Figure 1: Illustration of the nested conceptual relationship between corroboration, precision and the Fisher’s Z statistic.

Needles in haystacks

When we seek to replicate findings in psychology, we may often face the problem that there are multiple findings we could replicate, but we only have resources available to address one or a few of our options. This means that we will have to decide which finding would be the most valuable to spend our time replicating. But the process of study selection can itself be a challenge. For example, in a replication effort I am currently involved with, we have more than 1000 studies we could consider for replication, each of which will contain multiple findings. We would like to discover and choose from the most valuable findings to replicate in this sample, but we simply do not have the time or cognitive capacity available to manually inspect and compare 1000 studies to each other. Is there a way to evaluate this set of studies and identify the most promising replication candidates, without committing years of time to combing through all the individual studies?

Quantifying replication value

Together with members of the Open Science collaboration I am currently trying to develop an approach for quantifying the “replication value” of published findings through formulas. If we could quantify estimates of replication, and if we could make sure that these estimates could be calculated relatively quickly, then this should allow researchers to evaluate large sets of findings and identify promising replication candidates. Manual inspection will still be required, but can be focused on the most promising candidates from the formula evaluation. As such, the aim is to increase the efficiency of manual inspection efforts, and to maximize the chance that high-value replication targets are discovered. We propose that the replication value of a finding can be thought of as a combination of the impact and the corroboration of that finding in the literature:

\[\begin{equation} RV=\frac{Impact}{Corroboration} \tag{1} \end{equation}\]

In words, the more impactful a study has become, the higher its replication value (“RV” in formula) will be. Conversely, the better corroborated a finding has become, the lower its replication value will be. We can gain an understanding of what researchers might take as indicators of “impact” and “corroboration” by surveying the literature of published replication studies. In a previous blog post I provide a brief summary of the most common factors that researchers seem to take into account.
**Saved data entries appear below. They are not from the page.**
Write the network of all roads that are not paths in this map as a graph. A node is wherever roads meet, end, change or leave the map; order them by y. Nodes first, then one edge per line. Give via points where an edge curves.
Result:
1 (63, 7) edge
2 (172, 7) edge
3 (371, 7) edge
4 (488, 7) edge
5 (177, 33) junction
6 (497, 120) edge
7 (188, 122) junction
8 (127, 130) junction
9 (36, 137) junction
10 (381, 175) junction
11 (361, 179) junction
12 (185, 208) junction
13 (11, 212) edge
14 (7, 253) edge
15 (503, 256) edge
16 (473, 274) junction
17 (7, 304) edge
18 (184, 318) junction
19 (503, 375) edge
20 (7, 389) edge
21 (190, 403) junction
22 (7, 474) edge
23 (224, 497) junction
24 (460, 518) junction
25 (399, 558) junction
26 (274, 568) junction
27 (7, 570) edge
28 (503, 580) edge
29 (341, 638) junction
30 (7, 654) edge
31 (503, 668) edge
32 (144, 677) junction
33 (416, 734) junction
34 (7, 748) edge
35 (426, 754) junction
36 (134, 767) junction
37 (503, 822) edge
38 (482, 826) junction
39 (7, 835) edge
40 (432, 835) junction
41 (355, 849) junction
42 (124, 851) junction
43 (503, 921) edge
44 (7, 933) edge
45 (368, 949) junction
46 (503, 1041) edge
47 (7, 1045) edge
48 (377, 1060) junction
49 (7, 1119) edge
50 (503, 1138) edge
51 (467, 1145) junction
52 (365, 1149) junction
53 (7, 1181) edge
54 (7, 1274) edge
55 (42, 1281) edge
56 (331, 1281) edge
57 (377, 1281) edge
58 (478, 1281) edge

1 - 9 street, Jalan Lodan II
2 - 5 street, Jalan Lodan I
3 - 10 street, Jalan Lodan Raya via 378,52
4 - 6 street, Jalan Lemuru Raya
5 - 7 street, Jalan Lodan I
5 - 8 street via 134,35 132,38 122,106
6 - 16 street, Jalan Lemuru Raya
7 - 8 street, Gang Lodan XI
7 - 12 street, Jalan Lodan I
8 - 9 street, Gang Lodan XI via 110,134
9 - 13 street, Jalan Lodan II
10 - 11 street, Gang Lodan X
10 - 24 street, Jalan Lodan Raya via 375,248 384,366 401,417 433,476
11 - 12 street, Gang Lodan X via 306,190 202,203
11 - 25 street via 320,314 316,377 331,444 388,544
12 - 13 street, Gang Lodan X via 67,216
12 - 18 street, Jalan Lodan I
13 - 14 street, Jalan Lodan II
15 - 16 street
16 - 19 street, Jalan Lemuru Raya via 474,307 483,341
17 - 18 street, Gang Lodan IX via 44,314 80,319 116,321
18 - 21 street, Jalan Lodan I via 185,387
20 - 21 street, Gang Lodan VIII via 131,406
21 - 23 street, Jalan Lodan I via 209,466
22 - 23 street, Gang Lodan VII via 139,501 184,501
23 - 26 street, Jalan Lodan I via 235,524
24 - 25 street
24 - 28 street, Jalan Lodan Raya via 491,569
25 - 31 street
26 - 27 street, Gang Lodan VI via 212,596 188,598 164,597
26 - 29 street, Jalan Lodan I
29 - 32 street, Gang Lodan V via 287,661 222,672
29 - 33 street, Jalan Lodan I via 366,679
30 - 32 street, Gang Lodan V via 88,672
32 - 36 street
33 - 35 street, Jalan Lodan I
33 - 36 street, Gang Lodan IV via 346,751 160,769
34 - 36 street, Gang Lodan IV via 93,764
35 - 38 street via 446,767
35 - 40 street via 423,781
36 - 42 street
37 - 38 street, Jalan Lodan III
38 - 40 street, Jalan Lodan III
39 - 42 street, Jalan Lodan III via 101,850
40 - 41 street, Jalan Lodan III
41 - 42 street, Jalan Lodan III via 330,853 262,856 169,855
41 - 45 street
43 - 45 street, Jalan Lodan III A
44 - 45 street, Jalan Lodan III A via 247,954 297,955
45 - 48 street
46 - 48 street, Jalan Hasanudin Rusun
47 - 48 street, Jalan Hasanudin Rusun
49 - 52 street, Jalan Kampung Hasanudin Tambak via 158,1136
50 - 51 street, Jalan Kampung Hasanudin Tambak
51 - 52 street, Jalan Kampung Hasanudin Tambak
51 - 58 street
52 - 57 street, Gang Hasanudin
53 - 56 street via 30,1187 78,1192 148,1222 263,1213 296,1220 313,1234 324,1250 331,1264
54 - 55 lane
There are multiple issues and caveats that will need to be considered when trying to approximate the “true” replication value of a finding through quantitative information. Among other things, we need to know whether formula 1 captures our conceptual understanding of replication value, whether it can be expressed in quantitative terms, and if so, how to operationalize the concepts contained in formula 1 numerically. In this post I will deal with one rather fundamental question: How do we quantify corroboration?

Quantifying corroboration

By “corroboration,” I generally mean something akin to the definition held by the Lakatosian falsificationist (e.g. Hands 2008; Lakatos 1978). That is, a prediction (or finding) of the form “X is Y” achieves corroboration if we fail to falsify it after subjecting the prediction to a severe test1. Further, generating this kind of corroboration is a hallmark of scientific progress, even if we accept that all theories are born false (Hands 2008). There are many aspects of corroboration that a researcher could care about, which subsequently informs the quantitative information they would be interested in (Lakens 2019). For example, we might want to prioritize findings for replication that have low evidence in favor of certain hypotheses compared to others (Field et al. 2018). Or we may want to prioritize findings that display signs of biased and/or erroneous reporting (Brown and Heathers 2017; Heathers et al. 2018; Simonsohn, Nelson, and Simmons 2014; Dwan et al. 2008; Nuijten et al. 2017; Kerr 1998). Or perhaps we simply want to replicate findings where we are surprised about the likelihood of the data under the null hypothesis. Focusing on different aspects of corroboration would lead to different justifications for any quantifiable operationalization of corroboration. Here we choose to focus on precision, and the following discussion of operationalizations is based on the assumption that our predictions are corroborated by precise estimates of parameters. The arguments that follow will not necessarily hold when focusing on other aspects of corroboration (e.g. Field et al. 2018).

Precision of the estimate can normally be thought of as the variance, standard error, or confidence/credible interval of a measurement (Borenstein, chapter 8). However, precision can also be related to qualitative estimates (e.g. people generally experience set S of side effects after taking drug D) and predictions involving multiple estimates (e.g. people experience side effect X, Y, and Z, with magnitude A, B and C, respectively, after taking drug D). More generally, precision can be thought of as the reciprocal to uncertainty. That is, for any estimand (a set, a magnitude, a mean, etc.), the less uncertain we are about whether it could be this way or that, the more precisely it is estimated. Precision can be considered one subcategory of what determines the corroboration of a finding. Everything else being equal, we may assume that a finding that has been estimated precisely has attained more corroboration than a finding that has been estimated imprecisely. Consequently, we may also assume that, everything else being equal, a precisely measured estimate is less replication-worthy than an imprecisely measured estimate, which is what follows from our conceptual definition of replication value in formula 1.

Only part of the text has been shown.